Von dem Einkommen der Klägerin in Höhe von 1.522,50 Euro brutto war – wie das Sozialgericht zutreffend ausgeführt hat - neben den Ab­zügen gemäß § 11b Abs. 1 S. 1 Nr. 1-4 SGB II in Höhe von 463,27 Euro zunächst der Grundfreibetrag gemäß § 11b Abs. 2 S. 1 in Höhe von 100,00 Euro abzusetzen. Zudem war ein Erwerbstätigenfreibetrag gemäß § 11b Abs. 3 S. 1, 2 SGB II in Höhe von 200,00 Euro zu berücksichtigen (900,00 Euro x 0,2 + 200,00 Euro x 0,1). Nach Abzug verbleibt ein zu berücksichtigendes Einkommen in Höhe von 759,23 Euro, das den Leistungsanspruch der Klägerin entsprechend minderte (vgl. § 9 Abs. 1 SGB II).

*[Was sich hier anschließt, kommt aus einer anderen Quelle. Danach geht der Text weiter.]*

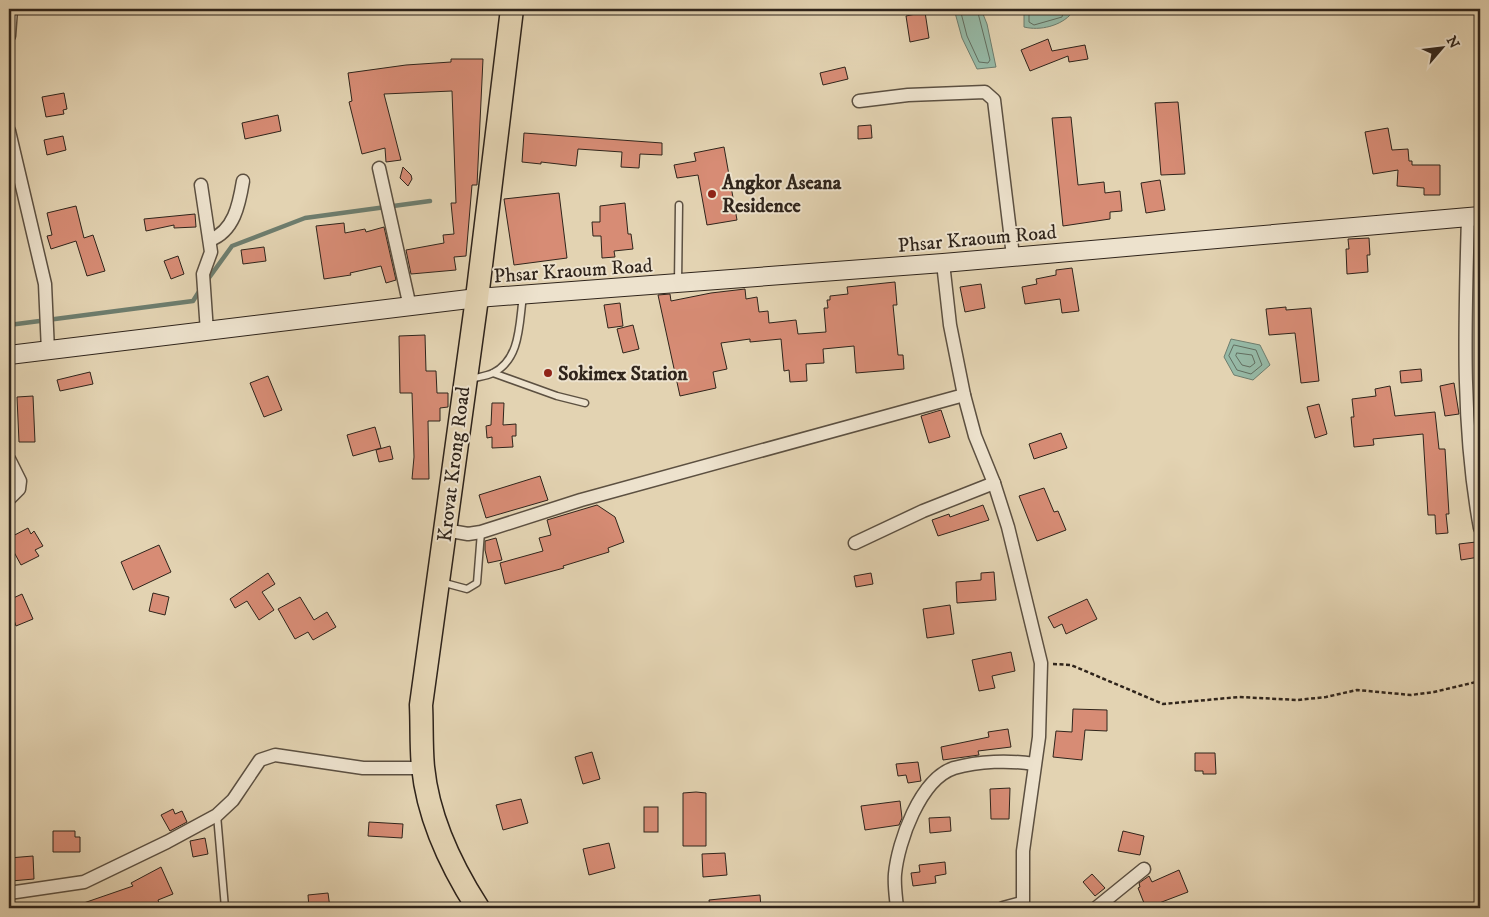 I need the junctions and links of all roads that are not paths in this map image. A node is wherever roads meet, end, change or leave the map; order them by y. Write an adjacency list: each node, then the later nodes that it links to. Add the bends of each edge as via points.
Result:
1 (11, 9): 3 (street)
2 (512, 9): 16 (highway, Krovat Krong Road)
3 (9, 36)
4 (858, 101): 12 (street, via 985,92 994,100)
5 (9, 131): 19 (street, via 41,266 47,306)
6 (379, 168): 17 (street)
7 (243, 181): 11 (street, via 239,205 226,230)
8 (201, 185): 11 (street)
9 (678, 205): 14 (lane)
10 (1474, 216): 12 (main road, Phsar Kraoum Road); 28 (street, via 1464,336 1465,410)
11 (210, 240): 18 (street, via 211,252 204,270)
12 (1013, 256): 13 (main road, Phsar Kraoum Road)
13 (943, 263): 14 (main road, Phsar Kraoum Road); 23 (street, via 950,325)
14 (678, 284): 15 (main road, Phsar Kraoum Road)
15 (523, 295): 16 (main road, Phsar Kraoum Road); 21 (lane, via 516,345 511,358)
16 (477, 298): 17 (main road, Phsar Kraoum Road); 22 (highway, Krovat Krong Road)
17 (410, 307): 18 (main road, Phsar Kraoum Road)
18 (207, 332): 19 (main road, Phsar Kraoum Road)
19 (48, 351): 20 (main road, Phsar Kraoum Road)
20 (9, 355)
21 (493, 373): 22 (lane); 24 (lane)
22 (464, 380): 29 (highway, Krovat Krong Road)
23 (964, 395): 26 (street, via 975,436); 30 (street, via 581,500)
24 (585, 403)
25 (9, 459): 27 (street, via 20,481 19,489)
26 (994, 483): 31 (street); 33 (street, via 1041,662 1039,737)
27 (9, 499)
28 (1480, 528)
29 (445, 530): 30 (street, via 468,534); 32 (highway, Krovat Krong Road)
30 (481, 532): 32 (lane, via 477,584 467,589)
31 (855, 543)
32 (438, 582): 34 (highway, Krovat Krong Road, via 421,705)
33 (1034, 764): 38 (street, via 1022,851); 41 (street, via 1009,760 954,768 932,784 912,813 899,854 895,875)
34 (423, 768): 35 (street, via 363,768 275,755 260,760 233,800); 40 (highway, Krovat Krong Road, via 437,828 460,880)
35 (217, 815): 37 (street, via 84,882); 39 (lane)
36 (1144, 869): 43 (street)
37 (9, 893)
38 (1022, 906): 42 (street)
39 (225, 908)
40 (478, 908)
41 (897, 908)
42 (1003, 908)
43 (1096, 908)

II. Da der entsprechende Betrag für den Monat September 2019 der Klägerin bereits gewährt worden ist, ist er gem. § 50 Abs. 1 S. 1 SGB X zu erstatten.

Die Kostenentscheidung beruht auf §§ 183, 193 SGG.

Gründe die Revision zuzulassen bestehen nicht.